MultiLayerNeighbourSampling with a fixed number of input nodes

Hi,

I was wondering if it was possible to use a MultiLayerNeighbourSampler where the number of input
nodes stays fixed? I believe this is what is done in the original GraphSAGE paper: “In this work, we uniformly sample a fixed-size set of neighbors, instead of using full neighborhood sets in Algorithm 1, in order to keep the computational footprint of each batch fixed.”
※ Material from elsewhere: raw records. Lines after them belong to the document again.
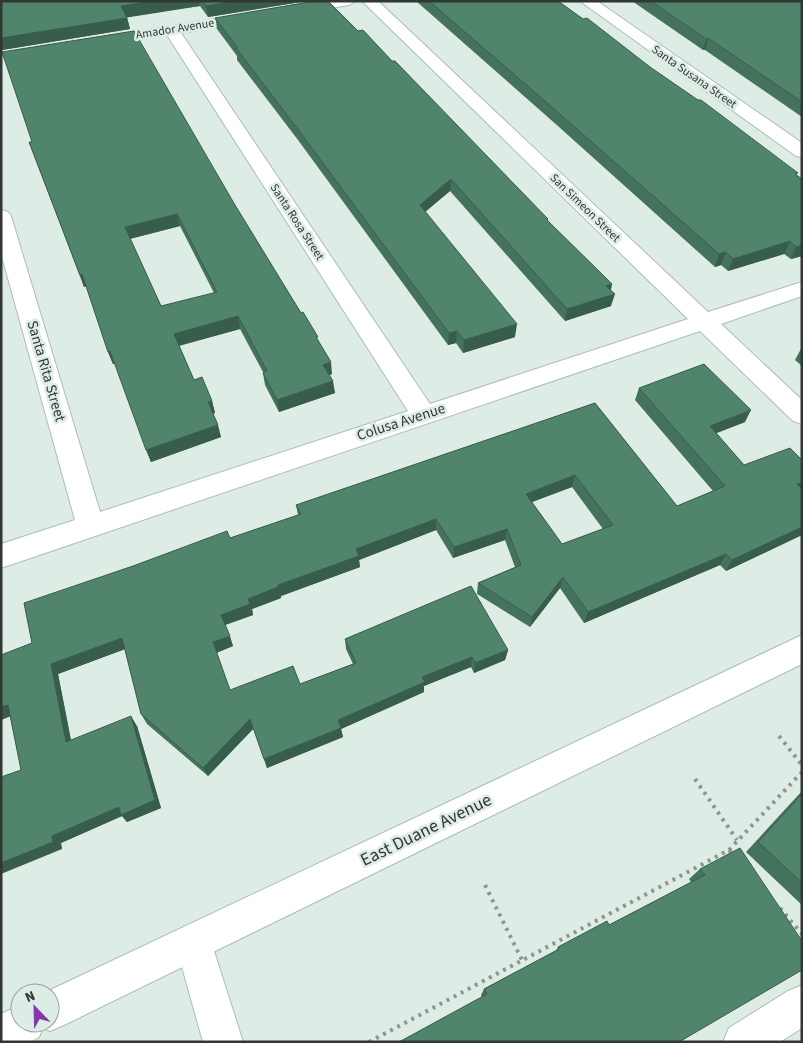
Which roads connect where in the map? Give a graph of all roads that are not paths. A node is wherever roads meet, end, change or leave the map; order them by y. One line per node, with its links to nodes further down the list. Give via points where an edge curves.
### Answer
1 (349, 1): 4 (street)
2 (369, 1): 11 (street, San Simeon Street)
3 (587, 1): 8 (street, Santa Susana Street)
4 (284, 12)
5 (265, 15): 6 (street, Amador Avenue)
6 (171, 30): 7 (street, Amador Avenue); 12 (street, Santa Rosa Street)
7 (86, 44)
8 (802, 152)
9 (1, 216): 14 (street, Santa Rita Street)
10 (802, 289): 11 (street, Colusa Avenue)
11 (703, 322): 12 (street, Colusa Avenue); 13 (street, San Simeon Street)
12 (424, 415): 14 (street, Colusa Avenue)
13 (802, 415)
14 (90, 526): 15 (street, Colusa Avenue)
15 (1, 556)
16 (802, 649): 17 (street, East Duane Avenue)
17 (194, 942): 19 (street, East Duane Avenue); 20 (street)
18 (802, 1005): 21 (street)
19 (60, 1006)
20 (223, 1042)
21 (743, 1042)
Currently, the number of input nodes can change for different minibatches with MultiLayerNeighbourSampler:

import dgl
from dgl.data import citation_graph as citegrh
import numpy as np

data = citegrh.load_cora()
graph = data[0]
adj = graph.adj(scipy_fmt='coo')
graph = dgl.graph((adj.row, adj.col)).to('cuda')

train_mask = torch.BoolTensor(data.train_mask)
sampler = MultiLayerNeighborSamplerReplace([3, 3])
train_nids = (torch.arange(0, graph.number_of_nodes())[train_mask]).to('cuda')
dataloader = dgl.dataloading.DataLoader(
    graph, train_nids, sampler,
    batch_size=32,
    shuffle=True,
    drop_last=False,
    num_workers=0)

loader_iter = iter(dataloader)

input_nodes, output_nodes, mfgs = next(loader_iter)
print(len(input_nodes)) # 258


input_nodes, output_nodes, mfgs = next(loader_iter)
print(len(input_nodes)) # 222

the sampled number of input nodes varies due to some nodes has less incoming nodes than the fanout you specify?
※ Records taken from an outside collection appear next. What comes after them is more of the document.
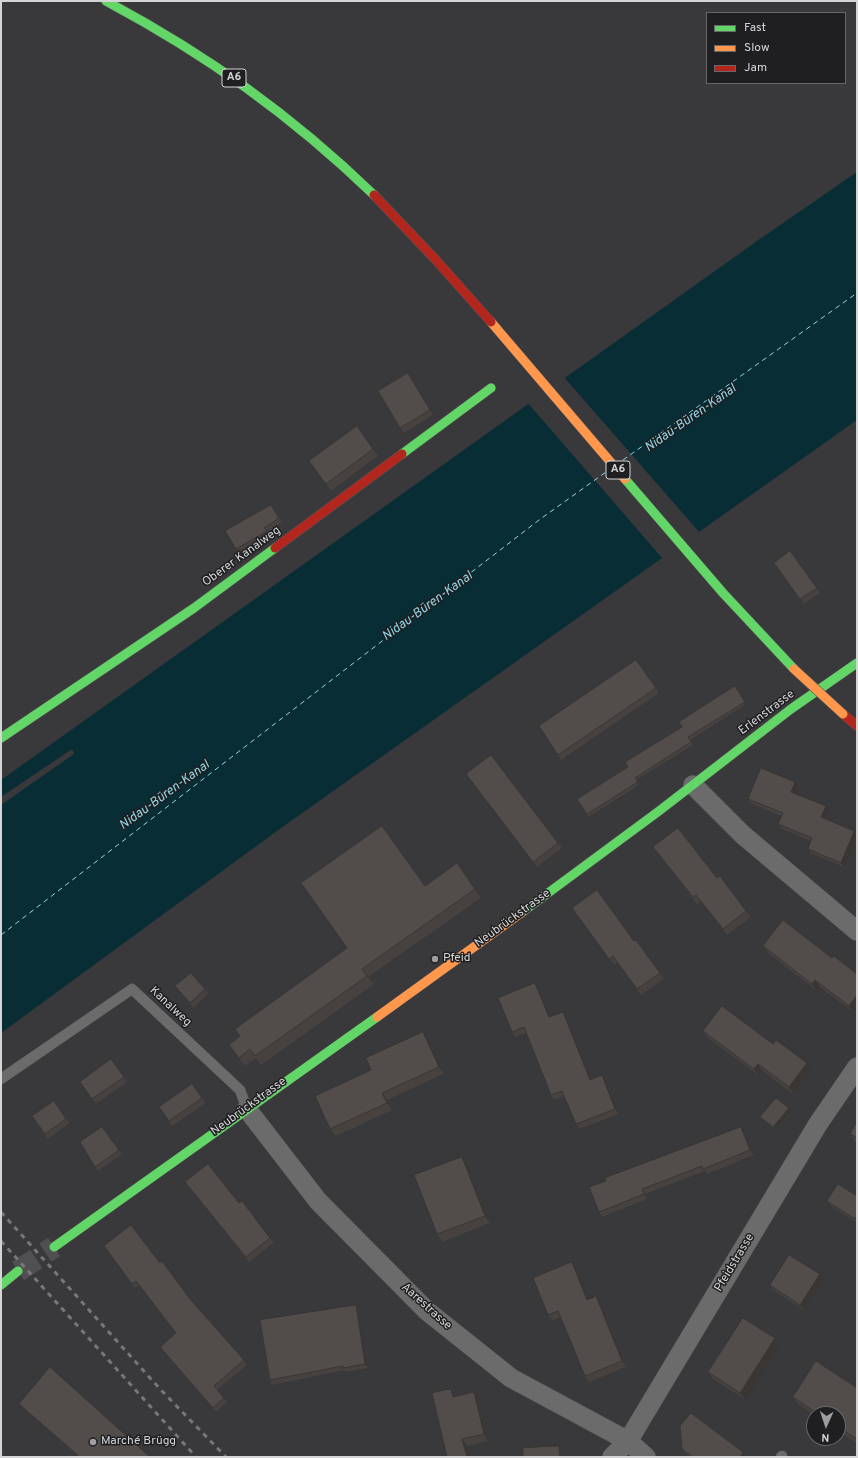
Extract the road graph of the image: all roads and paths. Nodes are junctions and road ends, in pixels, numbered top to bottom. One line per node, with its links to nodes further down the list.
1 (106, 1): 4 (main road, A6, bridge)
2 (491, 388): 5 (main road, Oberer Kanalweg)
3 (857, 663): 6 (main road, Erlenstrasse)
4 (857, 726)
5 (1, 738)
6 (692, 785): 7 (street); 10 (main road, Neubrückstrasse)
7 (857, 930)
8 (857, 1067): 14 (street, Pfeidstrasse)
9 (1, 1079): 10 (lane, Kanalweg)
10 (247, 1109): 11 (main road, Neubrückstrasse); 14 (street, Aarestrasse)
11 (54, 1247)
12 (18, 1271): 13 (main road)
13 (1, 1284)
14 (628, 1441): 15 (street, Pfeidstrasse); 16 (street, Aarestrasse)
15 (612, 1457)
16 (646, 1457)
I don’t think so, the MultiLayerNeighbor uses sampling with replacement; see here: dgl.dataloading — DGL 0.7.2 documentation. I think the variance actually comes from overlap between the neighbourhoods of different nodes.

Also, I think I misunderstood the GraphSAGE paper – they use a fixed-size set of neighbours (i.e., fanout). However, because the neighbourhoods might overlap, the minibatch sizes won’t necessarily be the same. Thanks to Chang Liu for pointing this out (on Slack).